Pasaron los años. Poco a poco me iba haciendo más a la ciudad. En ocasiones acogedora, otras veces dura como sólo ella sabía serlo; bueno, ya decía Joaquín "a mitad de camino entre el infierno y el cielo". Me fui asentando, o crei ir haciéndolo. Corrí, tan rápido como pude, hasta que los acontecimientos superaron mi velocidad y hubo que parar. Otra decepción. Otro fracaso. O quizás sólo un aviso, una lección. Frena, no corras, y busca tu camino. No lo fuerces.

"He llorado en Venecia,
me he perdido en Manhattan,
he crecido en La Habana, he sido un paria en París,
México me atormenta, Buenos Aires me mata,
pero siempre hay un tren
que desemboca en Madrid."

sábado 6 de junio de 2009

A la hora de las copas suena Quique González en el ipod, me peleo con las sábanas por acomodarme en la cama, y en mi regazo descansa el pequeño ordenador desde el que escribo, y le doy vueltas a las próximas fotos pensando en donde ir y qué retratar. De la pereza de hacer el equipaje no me preocupo, hace tiempo aprendí a viajar con lo mínimo.

Meses atrás, hará casi un año rompí con todo. Mi vida personal, mi trabajo. No había sitio para más. Vaciaba un petate que sigue así desde entonces. Y emprendía un viaje sin rumbo ni destino, tratando de conseguir que fuera el camino el que me llevase a algún lado y el tiempo el que me colocase en mi lugar.

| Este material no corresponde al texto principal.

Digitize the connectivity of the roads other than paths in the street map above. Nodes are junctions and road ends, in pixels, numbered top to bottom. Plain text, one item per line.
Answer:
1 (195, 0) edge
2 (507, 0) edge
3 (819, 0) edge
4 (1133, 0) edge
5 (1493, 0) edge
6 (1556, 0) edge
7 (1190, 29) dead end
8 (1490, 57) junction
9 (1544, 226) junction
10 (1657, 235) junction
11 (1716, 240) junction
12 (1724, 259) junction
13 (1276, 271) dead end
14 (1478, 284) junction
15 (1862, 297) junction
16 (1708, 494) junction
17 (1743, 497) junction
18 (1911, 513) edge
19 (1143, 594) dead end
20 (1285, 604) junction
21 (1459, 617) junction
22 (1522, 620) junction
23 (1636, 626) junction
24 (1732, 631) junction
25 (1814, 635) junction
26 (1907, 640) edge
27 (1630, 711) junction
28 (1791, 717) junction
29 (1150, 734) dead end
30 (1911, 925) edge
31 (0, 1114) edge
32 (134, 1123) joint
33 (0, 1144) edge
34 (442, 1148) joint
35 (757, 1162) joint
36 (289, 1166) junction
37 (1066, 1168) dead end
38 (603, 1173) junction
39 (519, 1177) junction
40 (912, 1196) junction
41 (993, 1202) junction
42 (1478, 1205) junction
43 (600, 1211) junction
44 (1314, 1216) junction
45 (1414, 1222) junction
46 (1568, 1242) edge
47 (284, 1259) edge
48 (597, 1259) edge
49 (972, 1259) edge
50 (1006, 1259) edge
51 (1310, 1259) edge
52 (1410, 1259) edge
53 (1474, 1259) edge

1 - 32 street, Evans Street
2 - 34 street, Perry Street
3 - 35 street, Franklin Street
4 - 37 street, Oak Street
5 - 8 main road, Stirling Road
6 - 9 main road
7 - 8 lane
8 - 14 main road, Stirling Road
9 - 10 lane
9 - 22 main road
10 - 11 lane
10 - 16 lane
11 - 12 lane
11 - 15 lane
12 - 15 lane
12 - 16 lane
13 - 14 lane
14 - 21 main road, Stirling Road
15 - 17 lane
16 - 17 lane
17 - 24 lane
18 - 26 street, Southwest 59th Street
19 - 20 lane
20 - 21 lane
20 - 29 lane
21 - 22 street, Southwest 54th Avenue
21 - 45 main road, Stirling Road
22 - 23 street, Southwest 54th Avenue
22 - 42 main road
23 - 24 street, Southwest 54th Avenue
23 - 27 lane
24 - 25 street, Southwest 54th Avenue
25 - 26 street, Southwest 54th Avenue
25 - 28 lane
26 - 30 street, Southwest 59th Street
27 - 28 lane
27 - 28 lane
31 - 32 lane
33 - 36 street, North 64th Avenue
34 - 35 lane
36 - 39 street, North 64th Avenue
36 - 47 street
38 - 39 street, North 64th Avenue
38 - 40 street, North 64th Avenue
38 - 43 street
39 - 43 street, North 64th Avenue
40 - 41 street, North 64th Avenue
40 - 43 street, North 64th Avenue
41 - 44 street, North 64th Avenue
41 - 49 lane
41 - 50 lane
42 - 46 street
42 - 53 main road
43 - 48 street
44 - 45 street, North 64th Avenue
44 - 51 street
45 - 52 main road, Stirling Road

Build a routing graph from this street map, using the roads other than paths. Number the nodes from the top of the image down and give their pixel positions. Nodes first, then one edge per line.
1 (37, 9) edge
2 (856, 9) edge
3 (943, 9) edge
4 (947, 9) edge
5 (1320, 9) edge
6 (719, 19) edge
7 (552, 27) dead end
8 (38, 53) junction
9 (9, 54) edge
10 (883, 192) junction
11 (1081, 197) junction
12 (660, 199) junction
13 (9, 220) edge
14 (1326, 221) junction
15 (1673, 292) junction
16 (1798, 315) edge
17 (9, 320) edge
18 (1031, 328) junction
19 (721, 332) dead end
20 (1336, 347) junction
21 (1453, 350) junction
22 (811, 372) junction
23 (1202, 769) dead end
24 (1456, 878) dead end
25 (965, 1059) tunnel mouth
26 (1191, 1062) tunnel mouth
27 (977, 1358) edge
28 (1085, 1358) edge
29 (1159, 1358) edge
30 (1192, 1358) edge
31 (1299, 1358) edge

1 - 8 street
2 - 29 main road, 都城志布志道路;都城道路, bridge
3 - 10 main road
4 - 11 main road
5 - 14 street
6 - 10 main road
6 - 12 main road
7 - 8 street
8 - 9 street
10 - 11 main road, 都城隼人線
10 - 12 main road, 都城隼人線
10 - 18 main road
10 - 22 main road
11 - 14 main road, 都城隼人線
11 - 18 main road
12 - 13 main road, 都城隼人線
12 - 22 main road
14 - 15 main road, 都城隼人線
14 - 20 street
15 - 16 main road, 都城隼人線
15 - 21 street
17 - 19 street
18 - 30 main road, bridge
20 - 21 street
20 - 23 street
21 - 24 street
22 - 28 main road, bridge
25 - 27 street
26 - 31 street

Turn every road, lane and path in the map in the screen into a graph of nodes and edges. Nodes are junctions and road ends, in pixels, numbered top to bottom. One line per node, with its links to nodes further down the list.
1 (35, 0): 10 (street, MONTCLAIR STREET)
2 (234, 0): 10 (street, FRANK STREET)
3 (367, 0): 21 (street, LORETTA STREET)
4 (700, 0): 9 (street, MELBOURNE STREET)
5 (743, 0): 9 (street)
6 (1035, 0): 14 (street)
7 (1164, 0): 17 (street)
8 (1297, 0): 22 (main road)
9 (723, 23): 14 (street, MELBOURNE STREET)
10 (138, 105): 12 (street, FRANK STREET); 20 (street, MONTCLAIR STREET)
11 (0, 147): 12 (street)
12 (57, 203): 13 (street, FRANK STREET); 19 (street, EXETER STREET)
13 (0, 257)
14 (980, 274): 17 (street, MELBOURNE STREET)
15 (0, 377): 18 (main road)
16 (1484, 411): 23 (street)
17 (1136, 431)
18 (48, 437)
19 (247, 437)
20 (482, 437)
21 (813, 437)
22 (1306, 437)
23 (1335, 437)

La primera parada fue Londres. Viaje de un día. La locura de irse con unas fotos bajo el brazo con la firme idea de conseguir trabajo. Reunión de una hora, o quizás más. De las buenas. Café. Una terraza. Conversación informal sobre fotografía. Un compromiso de darme encargos si me decidía a ir. Y una frase que me abriría los ojos. “Andrés ¿qué tipo de fotografía te gustaría estar haciendo dentro de 5 años?”. La respuesta me trajo aquí...

viernes 29 de mayo de 2009

6x6=...

jueves 28 de mayo de 2009

Varios días en silencio no hablan bien de nada. Pero lo cierto es que llevo varios días demasiado tranquilo, otros demasiado movidos, y otros padeciendo las consecuencias de los cambios de ritmo. No sé si esto justifica la falta de actualidad en el blog, pero desde luego me ayuda a sentirme mejor.
Que cierta la frase de Beckett de que "No hay pasión más poderosa que la pasión de la pereza". Cuando coges el ritmo, aquí en México lo agarras, es la propia inercia la que te ayuda a mantenerte en movimiento, por eso siempre me ha gustado montar en bicicleta. Pero cuando lo pierdes, el esfuerzo para recuperarlo te hace flaquear.
Recuperado, o casi, de un pequeño problema intestinal, y harto de estar en casa. Ansío el momento de cargar la 6x6 con los carretes que tengo en la nevera esperando para ser usados. A ver si así recupero el ritmo y desbloqueo mi mente.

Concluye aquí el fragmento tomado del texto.